The Power of Hate
Elvis Presley, that great sage and font of wisdom, is reputed to have said, “Animals don’t hate, and we’re supposed to be better than them.” Presley was assuming that the experience of hate was beneath even the animals. As he saw it, if humans are above the animals, then hate should be even further beneath them. His words were meant as an indictment of human hatred: people who hate are engaging not only in something subhuman, but sub-brutish.
Presley’s evaluation of hate reflects the widespread sensibility of early twenty-first century western civilization. Hate is considered to be the worst of attitudes, so bad that it has to be policed. Indeed, under certain circumstances it is criminal: hate crimes (which is another way of saying crimes committed in a supposed attitude of hate) are visited with greater penalties than exactly the same crimes committed in the absence of hate.

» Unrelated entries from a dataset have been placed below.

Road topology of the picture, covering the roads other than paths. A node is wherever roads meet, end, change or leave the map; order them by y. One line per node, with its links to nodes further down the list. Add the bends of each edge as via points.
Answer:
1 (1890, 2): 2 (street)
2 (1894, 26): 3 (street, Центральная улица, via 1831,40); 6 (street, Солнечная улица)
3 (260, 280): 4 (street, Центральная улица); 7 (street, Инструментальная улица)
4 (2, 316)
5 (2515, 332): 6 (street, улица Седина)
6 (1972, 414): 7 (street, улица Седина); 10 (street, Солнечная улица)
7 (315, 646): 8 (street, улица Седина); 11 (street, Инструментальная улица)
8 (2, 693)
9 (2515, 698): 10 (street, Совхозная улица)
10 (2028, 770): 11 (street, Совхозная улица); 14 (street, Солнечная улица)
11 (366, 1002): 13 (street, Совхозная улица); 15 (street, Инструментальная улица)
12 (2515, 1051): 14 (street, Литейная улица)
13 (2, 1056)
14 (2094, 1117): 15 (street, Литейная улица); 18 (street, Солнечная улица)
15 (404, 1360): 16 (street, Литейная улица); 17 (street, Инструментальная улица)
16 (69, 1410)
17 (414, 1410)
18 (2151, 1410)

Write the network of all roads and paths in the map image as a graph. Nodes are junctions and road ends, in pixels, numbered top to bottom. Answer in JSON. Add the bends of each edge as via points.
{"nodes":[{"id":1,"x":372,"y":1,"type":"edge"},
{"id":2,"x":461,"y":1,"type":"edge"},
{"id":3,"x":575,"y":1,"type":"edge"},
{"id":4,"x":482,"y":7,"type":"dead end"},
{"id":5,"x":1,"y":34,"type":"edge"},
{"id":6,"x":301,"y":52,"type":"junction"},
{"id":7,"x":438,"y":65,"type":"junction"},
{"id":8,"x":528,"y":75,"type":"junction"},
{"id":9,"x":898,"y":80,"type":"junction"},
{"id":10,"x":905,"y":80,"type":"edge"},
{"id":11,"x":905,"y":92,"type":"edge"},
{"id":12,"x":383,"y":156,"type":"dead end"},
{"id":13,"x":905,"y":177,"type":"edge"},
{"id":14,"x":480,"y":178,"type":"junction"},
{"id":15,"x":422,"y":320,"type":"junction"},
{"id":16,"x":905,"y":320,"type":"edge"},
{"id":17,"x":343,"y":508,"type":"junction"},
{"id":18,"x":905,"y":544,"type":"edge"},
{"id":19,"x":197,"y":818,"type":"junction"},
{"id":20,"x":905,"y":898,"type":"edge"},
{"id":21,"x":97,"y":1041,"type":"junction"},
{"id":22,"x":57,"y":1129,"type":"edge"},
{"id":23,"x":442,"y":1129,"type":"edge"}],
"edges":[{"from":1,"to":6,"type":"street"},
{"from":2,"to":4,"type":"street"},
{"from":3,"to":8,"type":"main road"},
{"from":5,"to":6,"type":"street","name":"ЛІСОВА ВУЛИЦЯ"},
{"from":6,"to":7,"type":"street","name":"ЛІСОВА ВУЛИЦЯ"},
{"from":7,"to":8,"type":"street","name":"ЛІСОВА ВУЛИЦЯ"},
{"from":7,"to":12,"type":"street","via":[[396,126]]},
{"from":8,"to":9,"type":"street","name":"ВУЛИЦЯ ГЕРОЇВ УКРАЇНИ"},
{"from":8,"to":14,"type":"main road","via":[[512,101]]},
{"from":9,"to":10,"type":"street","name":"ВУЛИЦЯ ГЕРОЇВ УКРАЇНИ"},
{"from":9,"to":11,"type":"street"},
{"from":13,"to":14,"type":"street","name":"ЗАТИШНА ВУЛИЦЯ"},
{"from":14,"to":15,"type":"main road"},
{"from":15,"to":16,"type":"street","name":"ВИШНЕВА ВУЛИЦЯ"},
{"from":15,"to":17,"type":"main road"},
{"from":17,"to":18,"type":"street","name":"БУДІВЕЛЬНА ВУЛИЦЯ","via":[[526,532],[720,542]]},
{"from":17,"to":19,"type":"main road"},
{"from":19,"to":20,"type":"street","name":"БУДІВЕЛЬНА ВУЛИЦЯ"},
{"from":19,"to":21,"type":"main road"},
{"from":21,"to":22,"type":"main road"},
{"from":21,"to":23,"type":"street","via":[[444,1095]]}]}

Many people view hate as a sign of weakness. They reason that hate grows out of fear, and that people only fear what is stronger than they are. To show hate is to show fear and, consequently, weakness.
People who hate are alternately objects of revulsion, of scorn, and of pity. To be accused of hate speech is to be placed so far outside the bounds of reasoned discourse that one’s actual arguments or evidence will never be considered. To be labeled as a hate-monger is effectively to be excluded from civil society. The FBI even tracks organizations that it views as hate groups.